**EXERCISE REQUIREMENTS**
An exact copy is needed of the lines in the entries below from the line with "index tip: (530, 253)" up to and including the line with "pinky tip: (215, 359)", and of nothing else. Leave the pictures out.

+--

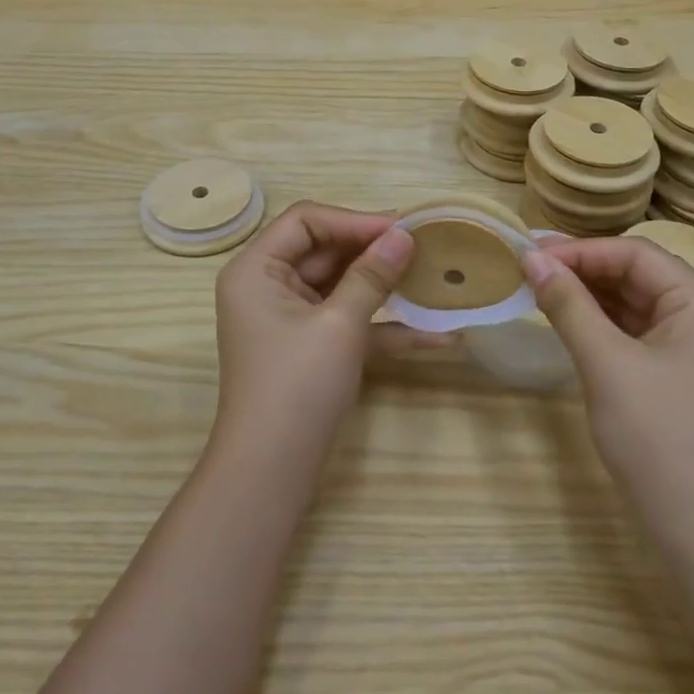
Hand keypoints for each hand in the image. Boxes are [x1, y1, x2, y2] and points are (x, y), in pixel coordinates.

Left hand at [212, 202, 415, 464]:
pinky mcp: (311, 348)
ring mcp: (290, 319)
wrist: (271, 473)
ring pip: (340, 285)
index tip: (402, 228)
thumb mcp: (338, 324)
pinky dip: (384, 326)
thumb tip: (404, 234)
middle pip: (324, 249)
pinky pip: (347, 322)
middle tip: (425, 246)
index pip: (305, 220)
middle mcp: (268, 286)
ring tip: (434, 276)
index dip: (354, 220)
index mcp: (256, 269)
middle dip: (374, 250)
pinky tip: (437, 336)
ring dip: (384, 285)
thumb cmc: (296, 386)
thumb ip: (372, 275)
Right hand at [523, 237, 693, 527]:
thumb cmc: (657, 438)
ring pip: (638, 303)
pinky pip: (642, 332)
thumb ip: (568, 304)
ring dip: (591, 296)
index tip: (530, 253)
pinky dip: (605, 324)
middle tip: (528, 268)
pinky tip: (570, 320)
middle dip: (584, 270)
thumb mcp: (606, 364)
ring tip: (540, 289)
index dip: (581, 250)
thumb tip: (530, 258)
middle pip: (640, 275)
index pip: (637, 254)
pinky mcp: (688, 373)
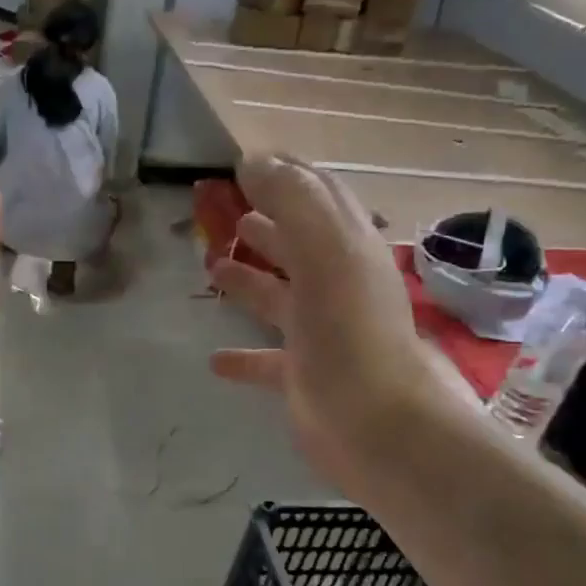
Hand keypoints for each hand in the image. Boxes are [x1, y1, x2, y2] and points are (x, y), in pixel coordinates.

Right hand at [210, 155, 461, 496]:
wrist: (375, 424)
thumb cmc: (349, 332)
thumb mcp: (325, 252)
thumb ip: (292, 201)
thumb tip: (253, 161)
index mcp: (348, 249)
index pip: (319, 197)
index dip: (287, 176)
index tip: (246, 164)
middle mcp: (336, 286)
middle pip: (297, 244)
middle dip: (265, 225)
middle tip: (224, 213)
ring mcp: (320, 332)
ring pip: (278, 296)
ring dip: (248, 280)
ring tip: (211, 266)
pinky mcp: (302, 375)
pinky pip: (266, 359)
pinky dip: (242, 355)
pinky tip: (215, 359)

+--

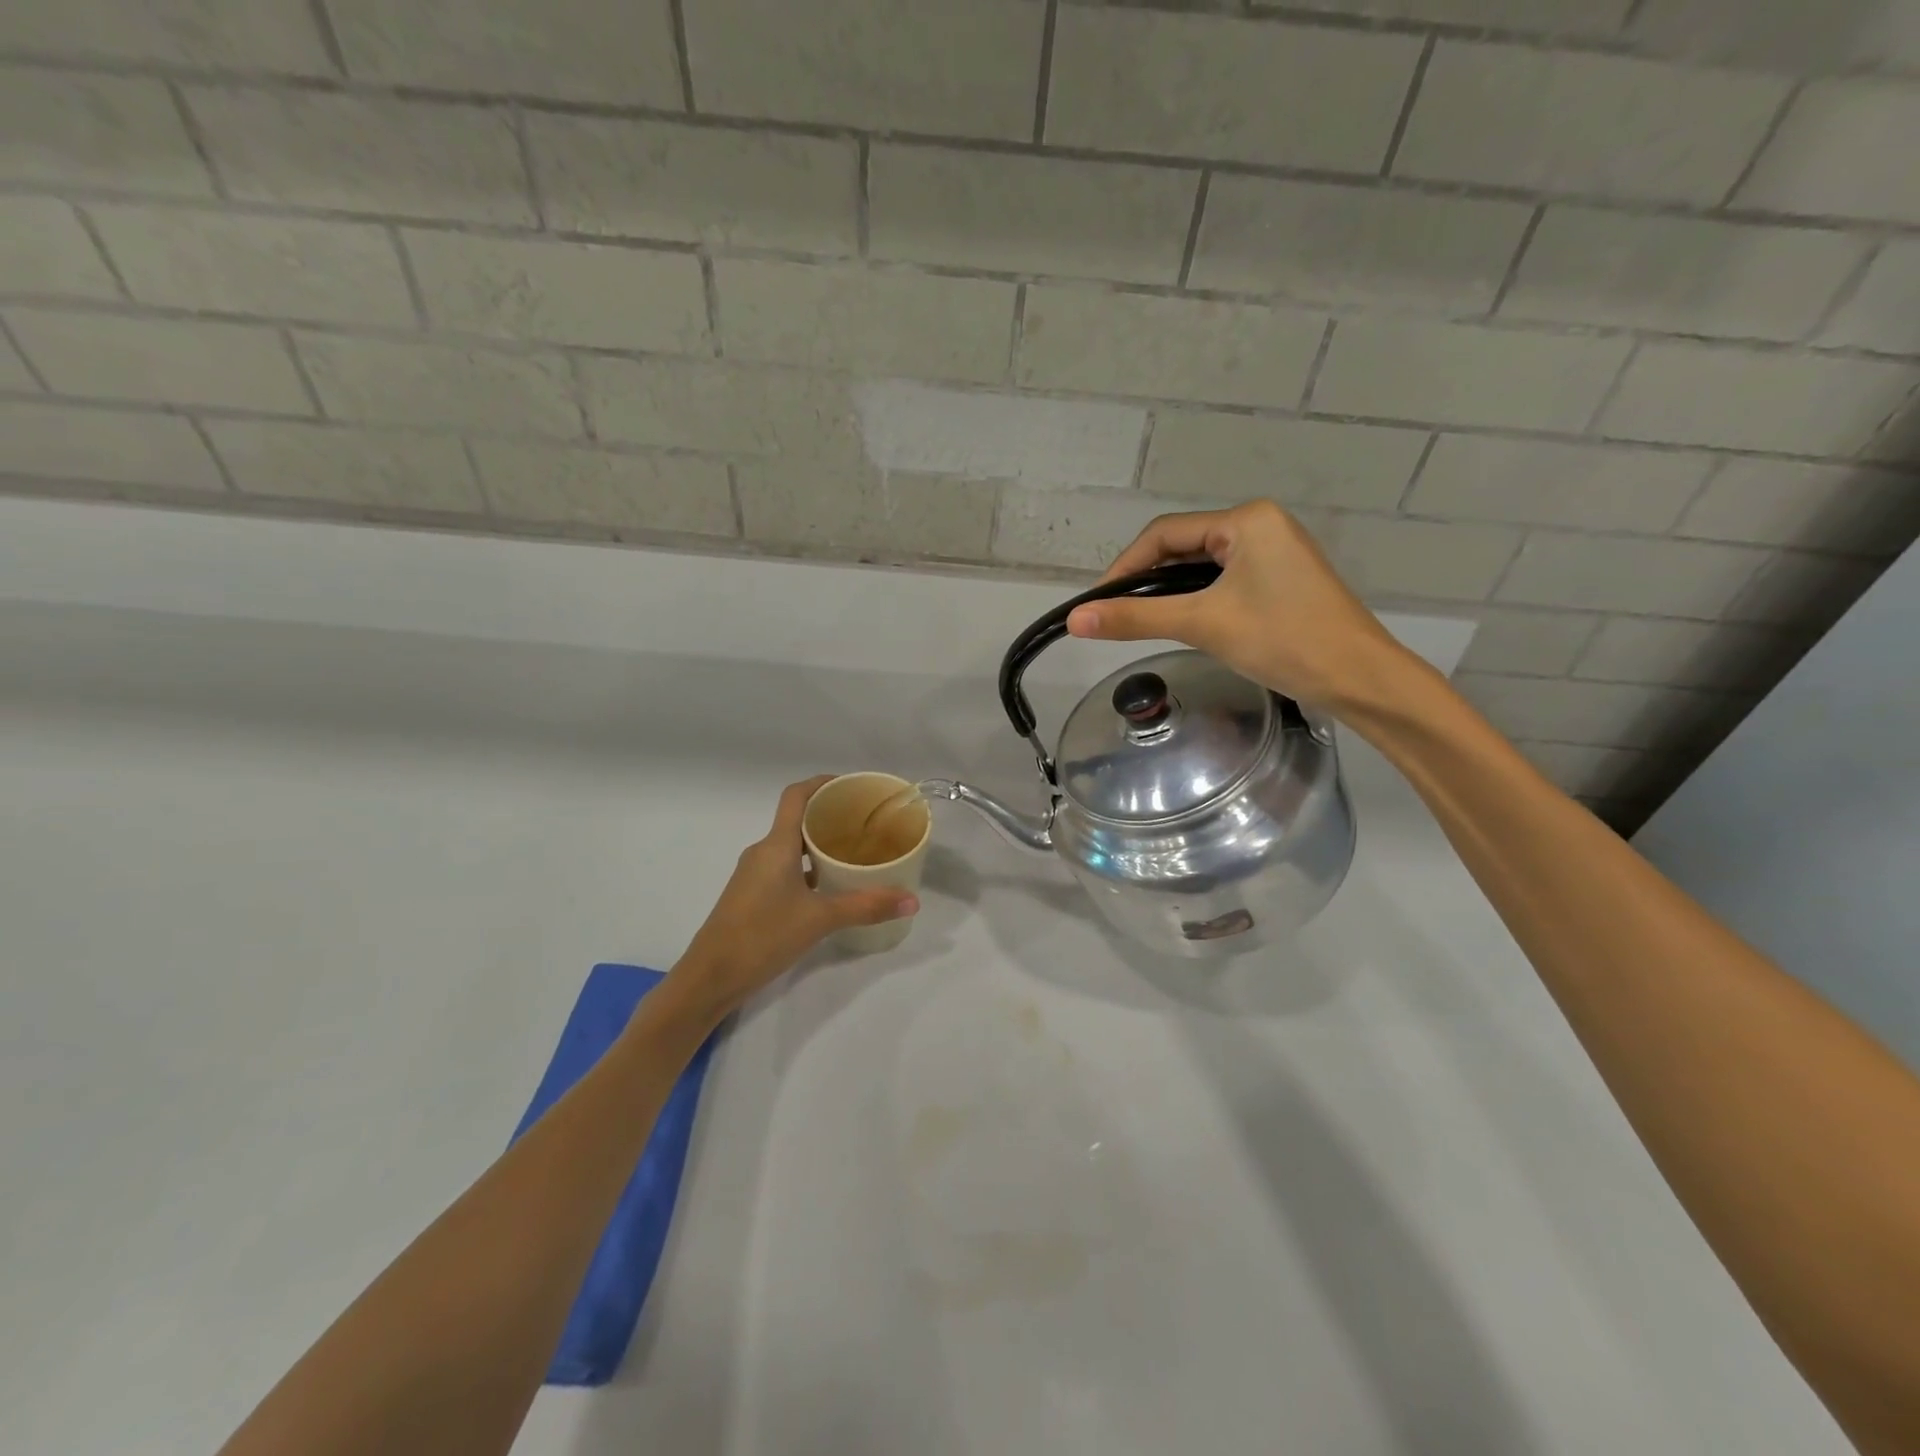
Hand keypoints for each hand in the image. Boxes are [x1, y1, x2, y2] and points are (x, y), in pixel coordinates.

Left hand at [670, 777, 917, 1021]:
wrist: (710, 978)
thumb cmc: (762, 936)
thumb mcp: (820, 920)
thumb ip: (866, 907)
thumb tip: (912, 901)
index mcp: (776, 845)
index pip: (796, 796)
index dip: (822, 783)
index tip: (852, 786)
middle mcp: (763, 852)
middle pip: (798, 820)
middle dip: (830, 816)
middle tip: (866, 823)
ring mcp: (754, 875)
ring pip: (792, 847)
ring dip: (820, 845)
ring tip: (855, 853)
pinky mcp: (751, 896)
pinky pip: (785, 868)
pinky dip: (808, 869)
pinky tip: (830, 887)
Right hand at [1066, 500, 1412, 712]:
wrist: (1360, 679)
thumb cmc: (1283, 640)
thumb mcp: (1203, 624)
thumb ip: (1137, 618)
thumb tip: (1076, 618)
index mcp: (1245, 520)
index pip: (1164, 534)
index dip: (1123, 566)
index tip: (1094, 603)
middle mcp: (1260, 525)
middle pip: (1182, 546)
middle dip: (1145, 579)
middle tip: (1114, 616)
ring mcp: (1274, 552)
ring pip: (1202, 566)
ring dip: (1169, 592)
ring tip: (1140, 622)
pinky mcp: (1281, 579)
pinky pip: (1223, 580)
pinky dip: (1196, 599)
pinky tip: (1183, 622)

+--

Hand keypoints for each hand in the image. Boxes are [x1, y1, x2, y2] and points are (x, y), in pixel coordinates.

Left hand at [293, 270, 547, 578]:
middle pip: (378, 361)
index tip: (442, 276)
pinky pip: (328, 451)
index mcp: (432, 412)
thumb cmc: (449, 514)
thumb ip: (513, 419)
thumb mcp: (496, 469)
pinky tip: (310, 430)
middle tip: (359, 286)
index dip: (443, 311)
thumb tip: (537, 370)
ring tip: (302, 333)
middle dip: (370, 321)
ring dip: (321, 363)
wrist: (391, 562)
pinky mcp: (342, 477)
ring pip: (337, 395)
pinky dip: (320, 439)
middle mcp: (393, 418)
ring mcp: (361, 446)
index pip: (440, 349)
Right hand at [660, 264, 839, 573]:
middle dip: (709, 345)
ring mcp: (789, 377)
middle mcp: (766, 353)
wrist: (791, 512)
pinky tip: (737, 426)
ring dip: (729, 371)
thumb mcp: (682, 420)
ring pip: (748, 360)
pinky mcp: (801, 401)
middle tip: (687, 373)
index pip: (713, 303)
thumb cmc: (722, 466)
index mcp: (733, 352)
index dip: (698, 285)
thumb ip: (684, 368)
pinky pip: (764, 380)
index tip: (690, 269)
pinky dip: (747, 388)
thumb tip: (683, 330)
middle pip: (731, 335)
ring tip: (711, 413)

+--

**RESPONSE**
index tip: (530, 253)
pinky dip: (605, 324)
middle tip: (528, 268)
pinky tip: (570, 320)
middle dip: (584, 270)
thumb mcp: (606, 364)
ring tip: (540, 289)
index dip: (581, 250)
thumb tip: (530, 258)
middle pip: (640, 275)
index pip: (637, 254)
pinky mcp: (688, 373)
Hand keypoints for each hand in the image. Boxes are [x1, y1, x2, y2] and points are (x, y), in pixel coordinates.

Right hand at [210, 155, 461, 496]:
wrist: (375, 424)
thumb cmc: (349, 332)
thumb mcp: (325, 252)
thumb ip: (292, 201)
thumb tip: (253, 161)
index mcp: (348, 249)
index pip: (319, 197)
index dip: (287, 176)
index tip: (246, 164)
middle mcp: (336, 286)
middle pip: (297, 244)
middle dip: (265, 225)
middle tip: (224, 213)
ring mcp: (320, 332)
ring pip: (278, 296)
ring dip: (248, 280)
ring tip: (211, 266)
pinky mcp: (302, 375)
pinky pip: (266, 359)
pinky dip: (242, 355)
pinky tip: (215, 359)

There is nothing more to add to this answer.